Bids and site work under way
City procurement records show the authority has already moved into contractor-shopping mode. According to City of St. Louis documents, bids for general contracting services at the property were solicited with pre-bid meetings on May 13 and May 19 and a formal bid window running from May 12 to June 2, 2026.
The request for bids includes a geotechnical survey and a hazardous-material survey among its exhibits. It also notes that some stabilization work will rely on ARPA/SLFRF funds, signaling that the near-term focus is on clearance, abatement and structural stabilization rather than a full tenant build-out.
A campus for training and manufacturing
The Land Clearance for Redevelopment Authority acquired the complex in 2023 and has been marketing it as the Monarch on MLK, a multi-section campus for job training and small manufacturing, the St. Louis Development Corporation noted in a 2023 release.
"We are so proud to plant our flag in the heart of North City," the agency said, describing the site as an extension of the Advanced Manufacturing and Innovation Center. The idea is to connect local residents with higher-paying manufacturing jobs rather than sending that opportunity to the suburbs or beyond.
Why it matters
Economic development officials argue that converting the Killark site into a food production and training hub could help bring higher-wage manufacturing jobs to a part of the city that has long struggled to attract industrial investment. The St. Louis Economic Development Partnership has framed the Monarch on MLK as a way to pair manufacturers with training pipelines that move residents directly from classroom to shop floor.

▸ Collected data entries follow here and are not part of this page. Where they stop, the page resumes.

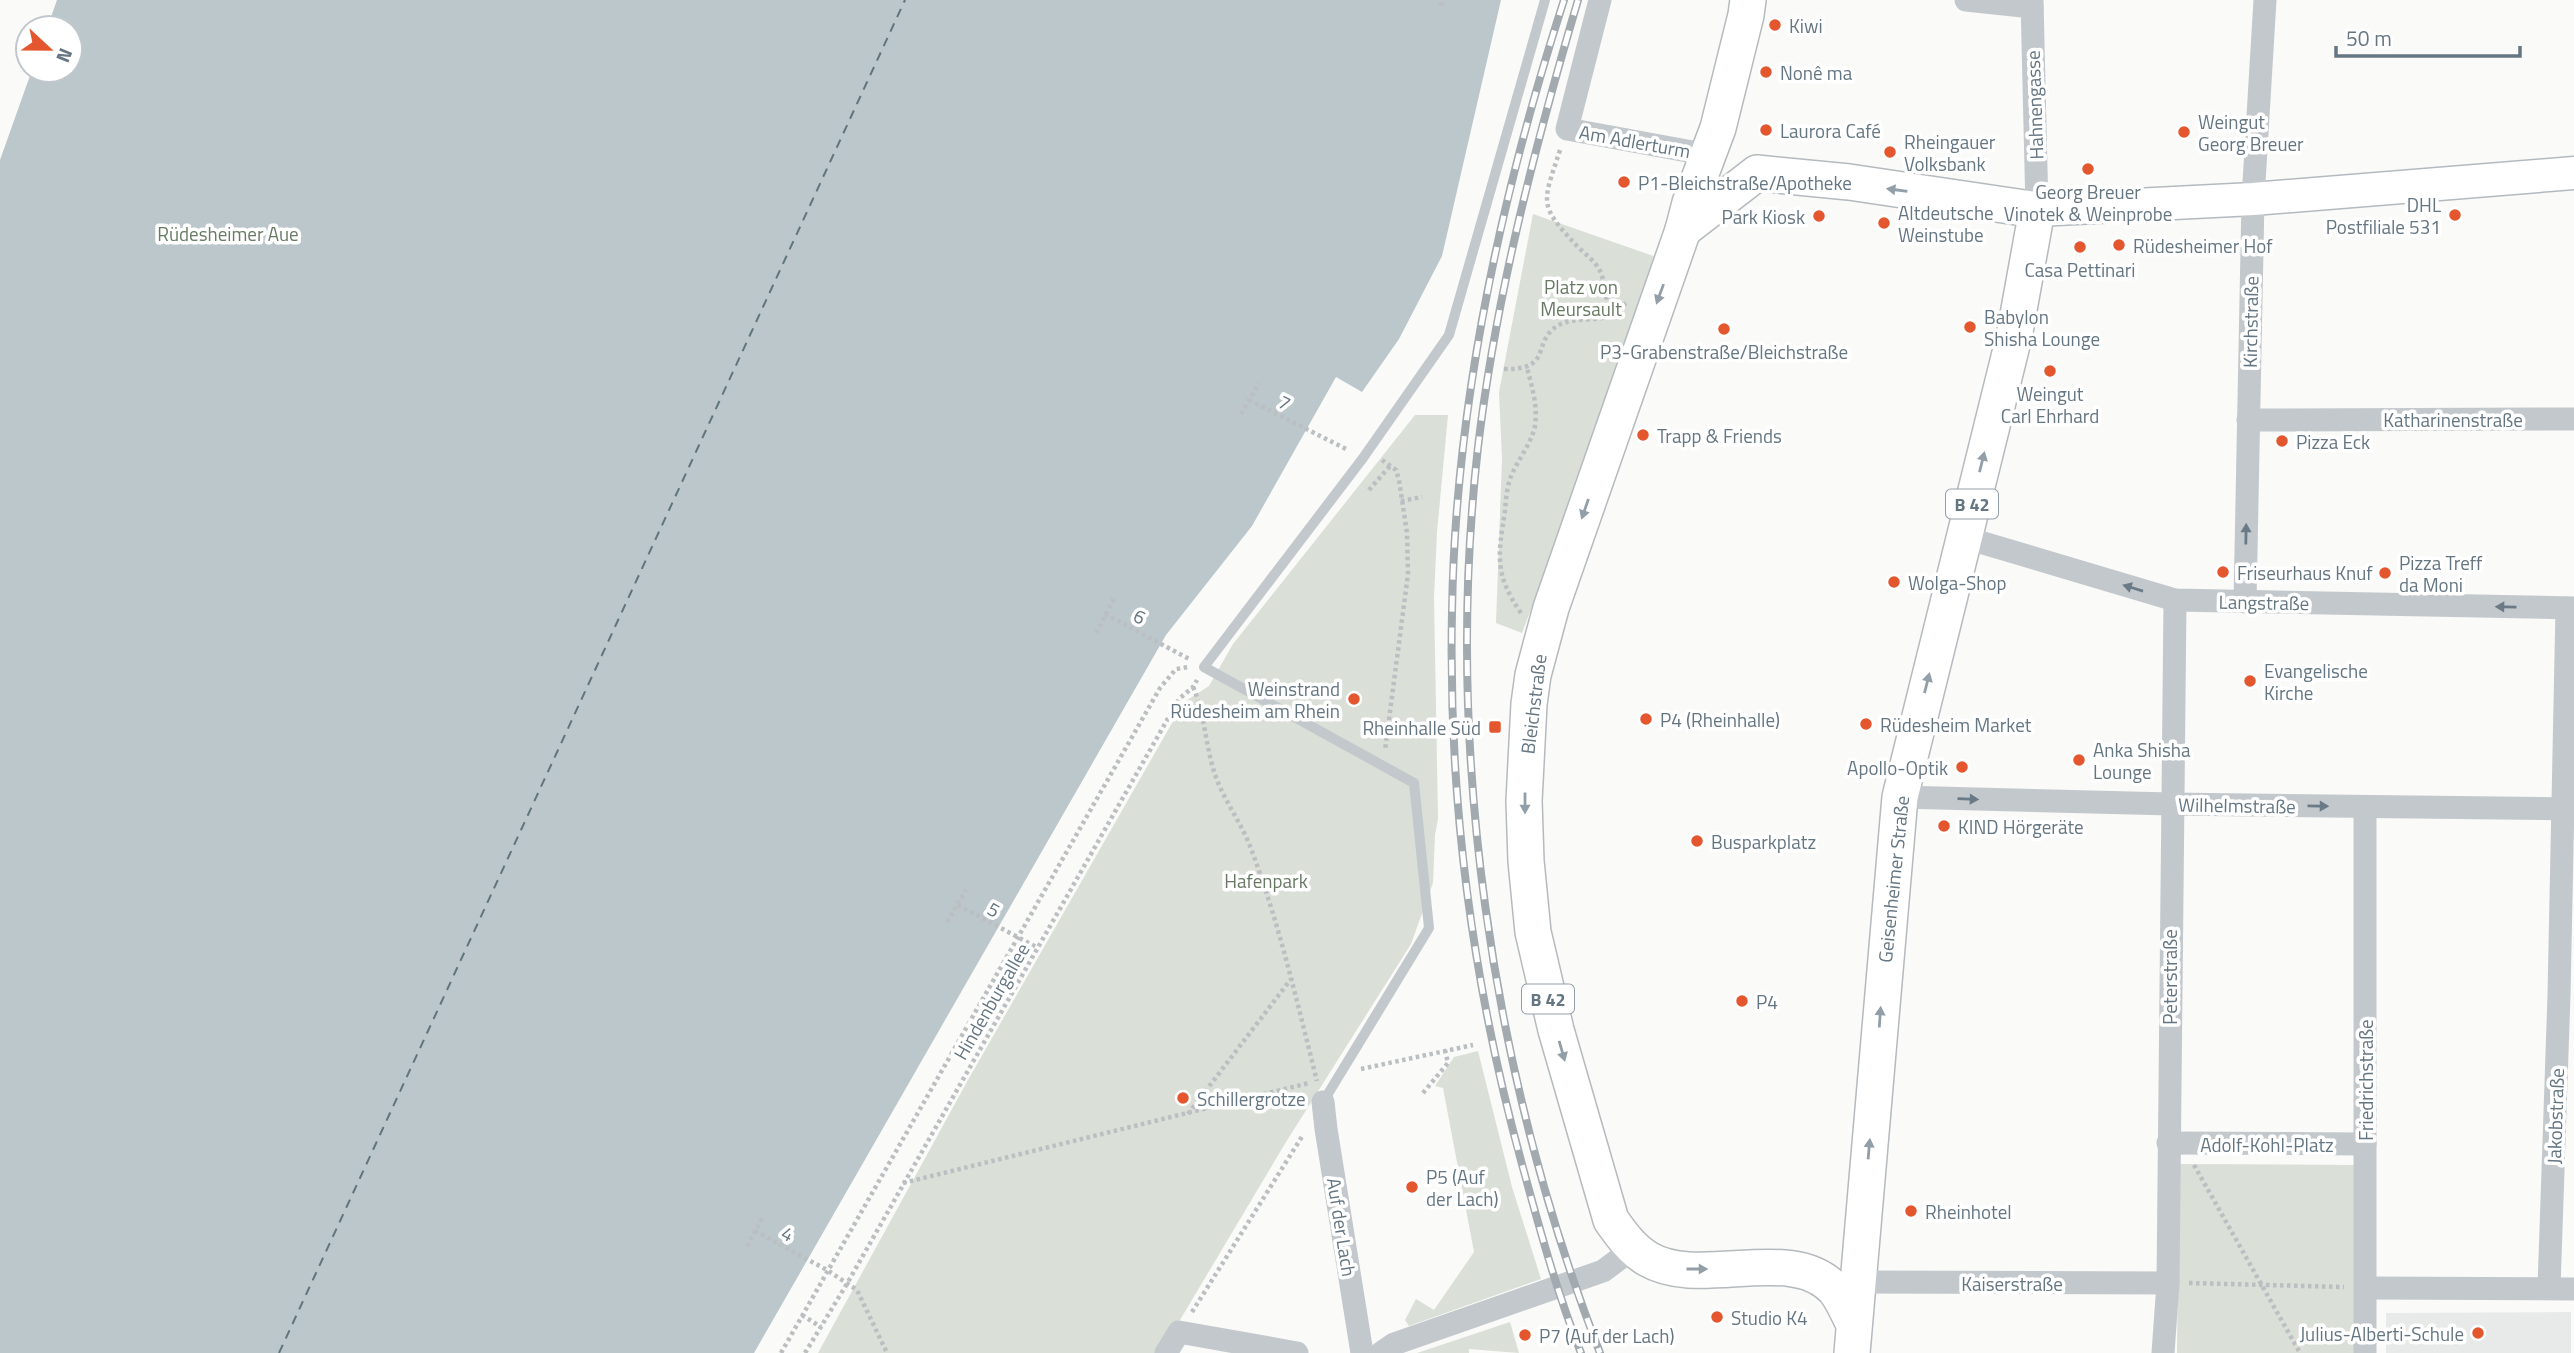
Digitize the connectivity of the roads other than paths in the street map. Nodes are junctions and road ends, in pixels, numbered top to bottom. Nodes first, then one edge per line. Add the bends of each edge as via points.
1 (1545, 0) edge
2 (1600, 0) edge
3 (1748, 0) edge
4 (1966, 0) edge
5 (2265, 0) edge
6 (2032, 4) edge
7 (1713, 142) junction
8 (1757, 173) junction
9 (2574, 173) edge
10 (2253, 199) junction
11 (2037, 211) junction
12 (1683, 230) junction
13 (2574, 419) edge
14 (2248, 420) junction
15 (1963, 537) junction
16 (2175, 600) junction
17 (2245, 602) junction
18 (2571, 608) edge
19 (1900, 797) junction
20 (2171, 804) junction
21 (2365, 807) junction
22 (2569, 809) edge
23 (2567, 995) edge
24 (1320, 1091) joint
25 (2168, 1143) junction
26 (2365, 1144) junction
27 (1864, 1213) junction
28 (1634, 1248) junction
29 (1802, 1270) junction
30 (1857, 1282) junction
31 (2173, 1283) junction
32 (2361, 1288) junction
33 (2549, 1288) junction
34 (2574, 1289) edge
35 (1853, 1338) edge
36 (1166, 1353) edge
37 (1297, 1353) edge
38 (1362, 1353) edge
39 (1381, 1353) edge
40 (2163, 1353) edge
41 (2365, 1353) edge

1 - 24 lane via 1449,335 1363,458 1204,667 1414,783 1429,928 1339,1075
2 - 7 street, Am Adlerturm via 1567,129
3 - 7 main road, B 42
4 - 6 street
5 - 10 street, Kirchstraße
6 - 11 street, Hahnengasse
7 - 8 main road
7 - 12 main road, Bleichstraße / B 42
11 -> 8 main road
8 - 12 main road
9 - 10 main road
10 - 11 main road
10 - 14 street, Kirchstraße
15 -> 11 main road, Geisenheimer Straße / B 42 via 2014,337
12 -> 28 main road, Bleichstraße / B 42 via 1541,642 1529,704 1524,801 1533,932 1556,1030 1611,1220
13 - 14 street, Katharinenstraße
17 -> 14 street, Kirchstraße
16 -> 15 street, Langstraße
19 -> 15 main road, Geisenheimer Straße / B 42
16 - 17 street, Langstraße
16 - 20 street, Peterstraße
18 -> 17 street, Langstraße
18 - 22 street, Jakobstraße
19 -> 20 street, Wilhelmstraße
27 -> 19 main road, Geisenheimer Straße / B 42
20 -> 21 street, Wilhelmstraße
20 - 25 street, Peterstraße
21 - 22 street, Wilhelmstraße
21 - 26 street, Friedrichstraße
22 - 23 street, Jakobstraße
23 - 33 street, Jakobstraße
24 - 38 street, Auf der Lach
25 - 26 street, Adolf-Kohl-Platz
25 - 31 street, Peterstraße
26 - 32 street, Friedrichstraße
27 - 29 main road, B 42 via 1835,1259
27 - 30 main road, Geisenheimer Straße / B 42
28 -> 29 main road, B 42 via 1648,1259 1679,1269
28 - 39 street via 1603,1271 1394,1344
29 - 35 main road, B 42 via 1835,1290
30 - 31 street, Kaiserstraße
30 - 35 main road, Geisenheimer Straße / B 42
31 - 40 street, Peterstraße
32 - 33 street
32 - 41 street, Friedrichstraße
33 - 34 street
36 - 37 street via 1179,1332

Placing a food plant next to training programs and technical schools is pitched as a way to make hiring more efficient and to give smaller local food producers space to grow without leaving the neighborhood.
What comes next
For now, the identity of the food manufacturer remains under wraps. The city says the immediate priorities are contractor selection and stabilization work at the site as bids are evaluated, according to procurement filings from the City of St. Louis.
If the $6.4 million request gets the green light and a contractor is chosen, abatement and structural stabilization are expected to come first. Tenant build-out and hiring timelines would follow, subject to future negotiations and additional approvals.